From the entries below, extract every line that includes the word "Format".
Segment Start: Data extracts
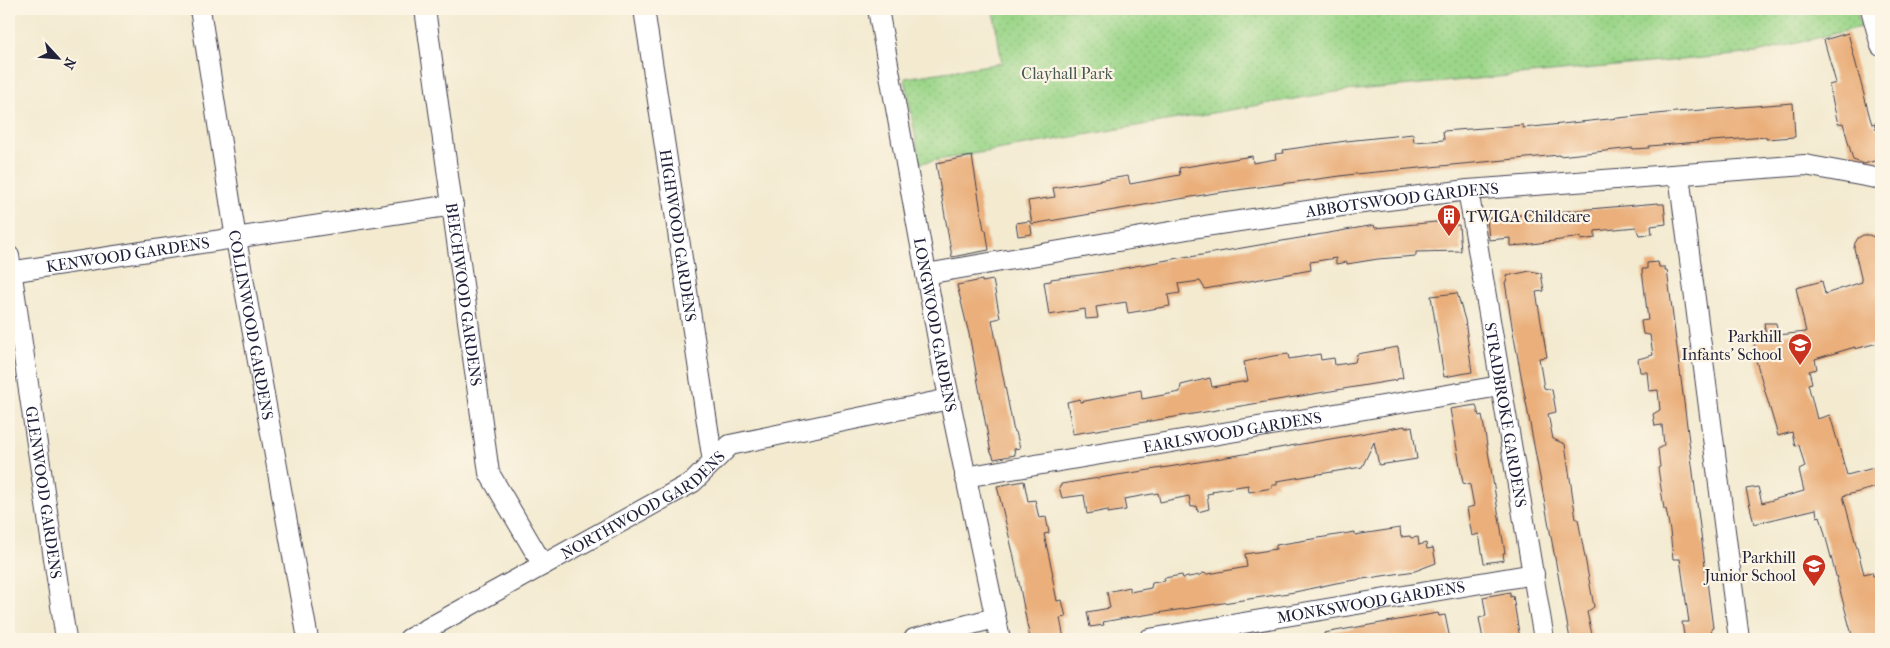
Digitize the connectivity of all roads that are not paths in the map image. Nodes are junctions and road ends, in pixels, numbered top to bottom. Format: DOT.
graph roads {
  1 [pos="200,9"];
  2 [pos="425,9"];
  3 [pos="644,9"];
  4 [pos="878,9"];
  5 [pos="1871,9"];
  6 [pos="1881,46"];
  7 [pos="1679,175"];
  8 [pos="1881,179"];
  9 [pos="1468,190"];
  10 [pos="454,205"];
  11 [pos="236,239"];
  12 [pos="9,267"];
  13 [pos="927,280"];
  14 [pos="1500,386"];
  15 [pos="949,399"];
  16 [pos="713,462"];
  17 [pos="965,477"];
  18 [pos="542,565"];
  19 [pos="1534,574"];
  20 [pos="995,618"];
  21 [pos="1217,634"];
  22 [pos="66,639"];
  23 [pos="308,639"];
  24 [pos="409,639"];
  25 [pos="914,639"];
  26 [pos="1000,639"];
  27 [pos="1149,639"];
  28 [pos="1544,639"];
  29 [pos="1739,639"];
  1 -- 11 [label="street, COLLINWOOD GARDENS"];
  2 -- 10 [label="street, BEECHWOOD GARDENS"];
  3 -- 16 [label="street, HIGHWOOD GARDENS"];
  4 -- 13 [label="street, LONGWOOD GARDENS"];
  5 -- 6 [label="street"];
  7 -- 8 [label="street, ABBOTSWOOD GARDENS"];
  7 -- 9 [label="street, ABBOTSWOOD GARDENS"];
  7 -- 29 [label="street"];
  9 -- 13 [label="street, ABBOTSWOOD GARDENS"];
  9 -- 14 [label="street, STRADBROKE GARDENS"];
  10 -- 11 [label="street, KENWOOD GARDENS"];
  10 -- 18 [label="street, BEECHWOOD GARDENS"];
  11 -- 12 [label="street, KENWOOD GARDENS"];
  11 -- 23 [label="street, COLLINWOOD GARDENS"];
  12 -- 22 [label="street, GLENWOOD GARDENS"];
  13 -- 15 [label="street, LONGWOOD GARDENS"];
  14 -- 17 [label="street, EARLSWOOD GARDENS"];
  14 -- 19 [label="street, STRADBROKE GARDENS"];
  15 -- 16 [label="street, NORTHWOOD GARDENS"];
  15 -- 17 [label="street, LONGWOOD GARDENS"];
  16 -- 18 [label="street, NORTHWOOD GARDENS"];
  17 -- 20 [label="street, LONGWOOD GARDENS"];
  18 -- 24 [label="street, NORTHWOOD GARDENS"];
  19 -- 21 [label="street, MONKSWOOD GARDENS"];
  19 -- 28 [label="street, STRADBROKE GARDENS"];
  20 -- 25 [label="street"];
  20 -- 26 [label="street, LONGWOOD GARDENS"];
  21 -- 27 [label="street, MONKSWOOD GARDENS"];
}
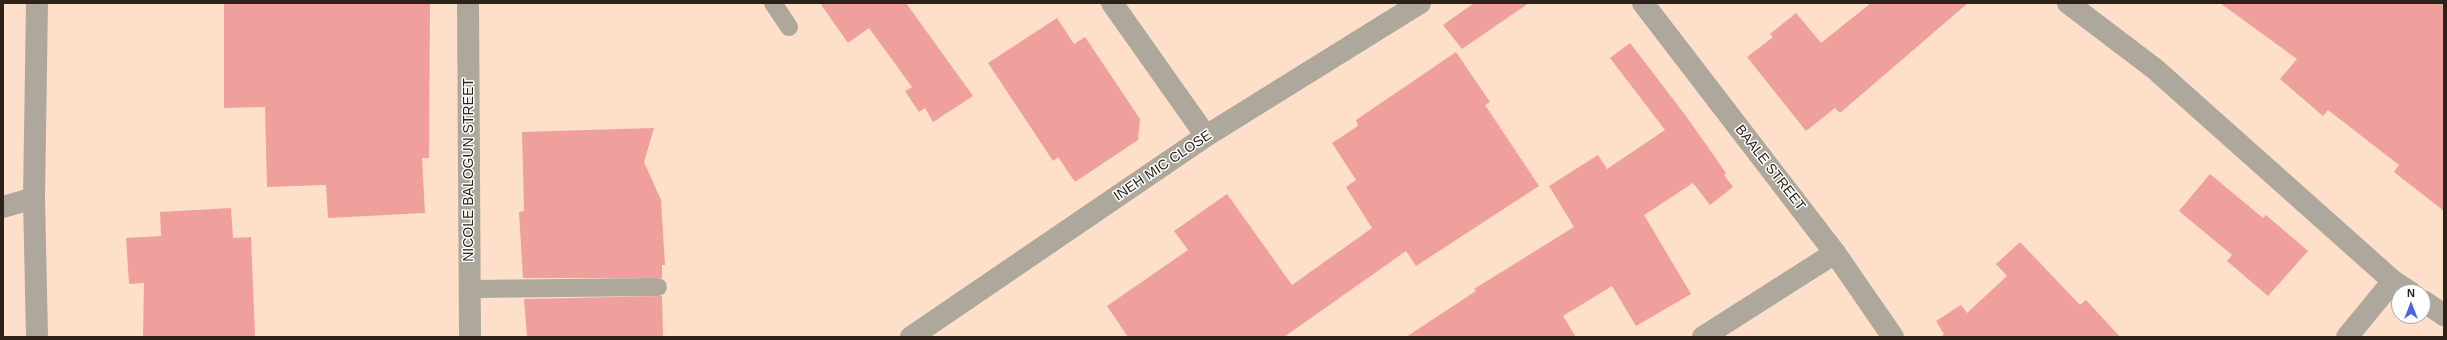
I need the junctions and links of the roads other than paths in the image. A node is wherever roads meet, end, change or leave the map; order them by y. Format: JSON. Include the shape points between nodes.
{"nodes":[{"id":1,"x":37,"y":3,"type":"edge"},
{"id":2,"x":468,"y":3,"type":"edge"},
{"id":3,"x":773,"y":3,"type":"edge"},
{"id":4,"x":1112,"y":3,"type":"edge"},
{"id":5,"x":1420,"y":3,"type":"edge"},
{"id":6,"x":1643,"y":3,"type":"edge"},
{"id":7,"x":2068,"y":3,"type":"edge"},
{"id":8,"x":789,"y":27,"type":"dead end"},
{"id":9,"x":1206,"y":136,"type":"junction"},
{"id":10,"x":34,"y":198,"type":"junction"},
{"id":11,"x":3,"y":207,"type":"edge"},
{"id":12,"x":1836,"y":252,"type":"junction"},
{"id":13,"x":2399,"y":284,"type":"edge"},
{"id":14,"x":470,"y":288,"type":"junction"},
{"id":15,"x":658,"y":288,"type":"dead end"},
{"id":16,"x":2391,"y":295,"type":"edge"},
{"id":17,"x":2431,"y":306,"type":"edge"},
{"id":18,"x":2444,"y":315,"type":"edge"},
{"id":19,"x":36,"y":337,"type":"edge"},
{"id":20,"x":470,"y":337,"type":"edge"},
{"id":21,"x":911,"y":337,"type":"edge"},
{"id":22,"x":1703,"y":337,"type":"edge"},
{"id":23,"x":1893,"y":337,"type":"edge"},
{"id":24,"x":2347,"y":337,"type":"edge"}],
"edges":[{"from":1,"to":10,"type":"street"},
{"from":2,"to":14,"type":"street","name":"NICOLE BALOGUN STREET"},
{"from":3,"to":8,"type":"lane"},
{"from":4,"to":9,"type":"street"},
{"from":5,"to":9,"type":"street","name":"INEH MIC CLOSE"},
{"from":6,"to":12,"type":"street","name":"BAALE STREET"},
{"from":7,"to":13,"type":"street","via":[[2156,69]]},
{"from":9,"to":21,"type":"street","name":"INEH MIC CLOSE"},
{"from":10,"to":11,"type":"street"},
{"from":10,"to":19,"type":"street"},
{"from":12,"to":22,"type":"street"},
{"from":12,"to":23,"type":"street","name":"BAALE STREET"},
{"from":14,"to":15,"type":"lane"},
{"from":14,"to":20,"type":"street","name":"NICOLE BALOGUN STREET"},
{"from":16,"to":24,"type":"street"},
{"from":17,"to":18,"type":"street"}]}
Segment End: Data extracts
▶ [Task output]:
Digitize the connectivity of all roads that are not paths in the map image. Nodes are junctions and road ends, in pixels, numbered top to bottom. Format: DOT.
I need the junctions and links of the roads other than paths in the image. A node is wherever roads meet, end, change or leave the map; order them by y. Format: JSON. Include the shape points between nodes.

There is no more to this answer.